Alors que le ministre de la Transition énergétique, François de Rugy, a annoncé que la centrale nucléaire de Fessenheim (Haut-Rhin) sera fermée d'ici 2022, l'eurodéputée EELV, Michèle Rivasi, estime qu'il est plus que temps.

La centrale nucléaire de Fessenheim.
La centrale nucléaire de Fessenheim. (RONALD WITTEK / EPA)

La centrale nucléaire de Fessenheim (Haut-Rhin) sera fermée d'ici 2022, a déclaré jeudi 3 octobre sur franceinfo le ministre de la Transition énergétique, François de Rugy, sans toutefois donner de date précise.

"Depuis le temps qu'on attend la fermeture, il serait temps de la fermer", a réagi Michèle Rivasi, eurodéputée EELV, co-fondatrice de la CRIIRAD (Commission de recherche et d'information indépendantes sur la radioactivité). "De toute façon, ils n'ont pas le choix." Le gouvernement n'a pas "du tout investi par rapport au post-Fukushima où il fallait faire beaucoup de travaux." 

Michèle Rivasi espère que la fermeture de la centrale de Fessenheim aura lieu, mais "attend" avant de se réjouir. "Ségolène Royal disait 'on va la fermer', François Hollande disait qu'on allait la fermer avant la fin de son mandat. Donc, moi je ferai la fête sur la fermeture de Fessenheim avec tous les gens qui l'attendent le jour où elle sera définitivement fermée", a expliqué l'eurodéputée.

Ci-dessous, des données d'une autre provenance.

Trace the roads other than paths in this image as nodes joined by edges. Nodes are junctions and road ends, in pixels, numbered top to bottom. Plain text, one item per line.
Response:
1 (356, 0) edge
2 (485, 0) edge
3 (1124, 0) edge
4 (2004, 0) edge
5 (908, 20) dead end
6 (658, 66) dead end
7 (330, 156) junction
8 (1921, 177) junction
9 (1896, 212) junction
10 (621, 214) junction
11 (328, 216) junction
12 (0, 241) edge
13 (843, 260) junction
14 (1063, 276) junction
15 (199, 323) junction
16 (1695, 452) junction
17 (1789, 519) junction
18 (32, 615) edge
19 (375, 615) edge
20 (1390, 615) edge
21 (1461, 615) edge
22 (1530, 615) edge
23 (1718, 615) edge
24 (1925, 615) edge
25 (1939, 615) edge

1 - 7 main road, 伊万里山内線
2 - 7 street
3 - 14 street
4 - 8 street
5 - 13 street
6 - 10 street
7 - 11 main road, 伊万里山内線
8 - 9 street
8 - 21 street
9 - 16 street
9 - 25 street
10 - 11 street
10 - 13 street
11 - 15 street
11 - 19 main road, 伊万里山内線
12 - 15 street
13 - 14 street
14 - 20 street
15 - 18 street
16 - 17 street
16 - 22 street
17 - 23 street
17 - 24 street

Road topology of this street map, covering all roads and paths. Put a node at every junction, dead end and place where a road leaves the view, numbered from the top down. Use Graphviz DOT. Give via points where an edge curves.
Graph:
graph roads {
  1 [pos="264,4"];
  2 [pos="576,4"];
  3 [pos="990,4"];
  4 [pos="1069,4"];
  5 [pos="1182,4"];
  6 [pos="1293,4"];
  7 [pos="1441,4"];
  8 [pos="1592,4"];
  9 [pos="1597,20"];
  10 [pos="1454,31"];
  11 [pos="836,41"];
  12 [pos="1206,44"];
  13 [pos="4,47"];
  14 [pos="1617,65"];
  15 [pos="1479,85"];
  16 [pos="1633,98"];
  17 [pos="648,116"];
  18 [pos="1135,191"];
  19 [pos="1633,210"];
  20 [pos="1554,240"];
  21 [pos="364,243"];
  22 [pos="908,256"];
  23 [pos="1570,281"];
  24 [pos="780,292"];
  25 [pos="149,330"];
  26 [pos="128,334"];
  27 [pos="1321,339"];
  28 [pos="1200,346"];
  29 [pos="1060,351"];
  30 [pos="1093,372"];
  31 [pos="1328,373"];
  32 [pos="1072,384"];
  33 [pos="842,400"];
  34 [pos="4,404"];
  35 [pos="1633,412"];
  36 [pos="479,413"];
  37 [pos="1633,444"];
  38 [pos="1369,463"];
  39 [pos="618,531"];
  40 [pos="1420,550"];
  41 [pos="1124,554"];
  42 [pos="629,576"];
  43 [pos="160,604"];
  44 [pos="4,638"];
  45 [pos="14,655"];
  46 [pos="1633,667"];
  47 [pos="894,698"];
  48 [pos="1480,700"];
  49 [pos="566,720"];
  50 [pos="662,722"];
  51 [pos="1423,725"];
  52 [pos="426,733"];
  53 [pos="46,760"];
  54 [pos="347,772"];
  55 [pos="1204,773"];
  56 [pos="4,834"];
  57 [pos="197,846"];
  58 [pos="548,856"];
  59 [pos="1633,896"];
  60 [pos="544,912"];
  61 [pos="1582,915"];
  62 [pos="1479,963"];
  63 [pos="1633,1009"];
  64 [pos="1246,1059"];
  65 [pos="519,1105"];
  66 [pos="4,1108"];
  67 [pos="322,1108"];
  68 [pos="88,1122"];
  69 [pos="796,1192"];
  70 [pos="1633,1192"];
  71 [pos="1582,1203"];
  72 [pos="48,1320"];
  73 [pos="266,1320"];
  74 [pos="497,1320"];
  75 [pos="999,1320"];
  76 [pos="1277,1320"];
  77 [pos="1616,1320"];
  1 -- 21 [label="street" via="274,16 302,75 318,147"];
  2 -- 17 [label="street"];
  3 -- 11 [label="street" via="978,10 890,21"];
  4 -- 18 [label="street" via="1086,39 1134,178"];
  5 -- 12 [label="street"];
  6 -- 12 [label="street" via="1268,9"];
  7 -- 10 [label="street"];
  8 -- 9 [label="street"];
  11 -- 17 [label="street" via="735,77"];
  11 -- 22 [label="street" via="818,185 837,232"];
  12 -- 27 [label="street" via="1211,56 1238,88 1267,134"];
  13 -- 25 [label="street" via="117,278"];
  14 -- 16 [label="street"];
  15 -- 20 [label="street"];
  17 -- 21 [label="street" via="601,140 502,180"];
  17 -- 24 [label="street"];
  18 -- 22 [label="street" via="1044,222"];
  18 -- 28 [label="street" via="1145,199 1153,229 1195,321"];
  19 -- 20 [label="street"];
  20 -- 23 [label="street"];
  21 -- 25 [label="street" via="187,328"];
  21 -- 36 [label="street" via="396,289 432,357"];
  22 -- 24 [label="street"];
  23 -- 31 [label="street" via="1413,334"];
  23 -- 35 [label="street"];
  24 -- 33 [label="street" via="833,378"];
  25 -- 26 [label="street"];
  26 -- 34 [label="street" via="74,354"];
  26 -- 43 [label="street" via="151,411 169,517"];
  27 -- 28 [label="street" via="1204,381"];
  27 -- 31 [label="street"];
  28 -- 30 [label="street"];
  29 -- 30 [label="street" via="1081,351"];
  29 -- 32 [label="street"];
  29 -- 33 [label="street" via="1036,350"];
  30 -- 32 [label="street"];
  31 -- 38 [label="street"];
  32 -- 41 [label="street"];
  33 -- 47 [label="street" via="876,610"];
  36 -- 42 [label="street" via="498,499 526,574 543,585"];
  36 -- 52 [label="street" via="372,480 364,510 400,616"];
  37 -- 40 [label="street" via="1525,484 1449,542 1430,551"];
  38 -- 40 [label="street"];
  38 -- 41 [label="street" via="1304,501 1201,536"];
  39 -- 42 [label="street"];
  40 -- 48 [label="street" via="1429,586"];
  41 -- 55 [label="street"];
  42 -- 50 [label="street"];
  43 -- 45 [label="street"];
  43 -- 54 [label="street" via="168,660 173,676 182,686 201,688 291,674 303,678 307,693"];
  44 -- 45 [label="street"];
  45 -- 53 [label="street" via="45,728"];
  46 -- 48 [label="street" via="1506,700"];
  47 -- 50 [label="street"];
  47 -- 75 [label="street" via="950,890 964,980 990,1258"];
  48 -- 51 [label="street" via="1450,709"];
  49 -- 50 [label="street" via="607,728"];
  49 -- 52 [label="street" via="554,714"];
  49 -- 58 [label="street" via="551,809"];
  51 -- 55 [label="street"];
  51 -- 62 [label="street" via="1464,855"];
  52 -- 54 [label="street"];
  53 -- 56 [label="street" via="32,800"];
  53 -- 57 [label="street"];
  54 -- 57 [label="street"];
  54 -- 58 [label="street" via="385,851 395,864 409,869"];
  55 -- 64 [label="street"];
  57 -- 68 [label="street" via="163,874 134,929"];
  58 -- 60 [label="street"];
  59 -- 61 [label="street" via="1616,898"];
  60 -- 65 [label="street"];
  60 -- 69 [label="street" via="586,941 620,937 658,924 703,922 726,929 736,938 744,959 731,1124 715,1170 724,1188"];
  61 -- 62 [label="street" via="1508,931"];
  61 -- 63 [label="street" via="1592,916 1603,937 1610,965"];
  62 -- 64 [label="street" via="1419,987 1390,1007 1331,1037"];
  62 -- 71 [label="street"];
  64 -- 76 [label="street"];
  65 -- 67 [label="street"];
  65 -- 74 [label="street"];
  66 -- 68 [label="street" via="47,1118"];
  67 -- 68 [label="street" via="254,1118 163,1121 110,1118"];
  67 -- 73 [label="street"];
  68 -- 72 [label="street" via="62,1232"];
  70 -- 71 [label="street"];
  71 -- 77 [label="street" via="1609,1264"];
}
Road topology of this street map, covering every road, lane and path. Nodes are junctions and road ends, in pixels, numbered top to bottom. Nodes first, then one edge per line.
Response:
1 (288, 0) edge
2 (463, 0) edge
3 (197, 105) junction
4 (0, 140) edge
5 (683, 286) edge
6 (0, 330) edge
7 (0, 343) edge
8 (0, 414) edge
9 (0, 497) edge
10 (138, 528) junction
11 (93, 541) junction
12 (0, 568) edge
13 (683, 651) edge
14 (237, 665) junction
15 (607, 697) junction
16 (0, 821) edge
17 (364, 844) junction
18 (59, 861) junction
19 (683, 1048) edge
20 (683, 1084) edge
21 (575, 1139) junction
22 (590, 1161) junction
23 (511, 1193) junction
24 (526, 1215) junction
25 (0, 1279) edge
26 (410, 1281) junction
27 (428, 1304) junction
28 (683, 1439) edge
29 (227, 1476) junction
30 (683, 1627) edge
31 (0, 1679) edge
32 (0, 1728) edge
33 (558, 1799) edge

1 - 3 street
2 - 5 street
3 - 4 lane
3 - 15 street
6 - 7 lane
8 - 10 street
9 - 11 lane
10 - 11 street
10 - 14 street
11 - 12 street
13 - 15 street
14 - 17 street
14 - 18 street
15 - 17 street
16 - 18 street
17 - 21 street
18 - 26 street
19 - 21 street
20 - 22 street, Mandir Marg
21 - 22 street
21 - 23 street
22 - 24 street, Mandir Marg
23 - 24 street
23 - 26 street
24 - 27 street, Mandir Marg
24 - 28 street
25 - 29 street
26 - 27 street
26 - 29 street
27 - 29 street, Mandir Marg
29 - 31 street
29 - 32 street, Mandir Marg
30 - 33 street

"J'espère qu'elle va fermer en 2019"

Cette fermeture n'est plus nécessairement conditionnée par le démarrage de l'EPR de Flamanville (Manche), a précisé François de Rugy. "Donc j'espère qu'elle va fermer en 2019 et qu'on ne va pas attendre l'ouverture de Flamanville." L'EPR de Flamanville est régulièrement reporté et devrait l'être encore "parce qu'ils ont trouvé des problèmes au niveau des soudures. C'est un véritable fiasco cet EPR, à la fois techniquement et financièrement", a déclaré Michèle Rivasi.

L'eurodéputée a dénoncé le fait que le gouvernement "ne respecte pas la loi qui a été votée par les Parlementaires en 2015 (sur la transition énergétique) et que cela faisait courir des risques."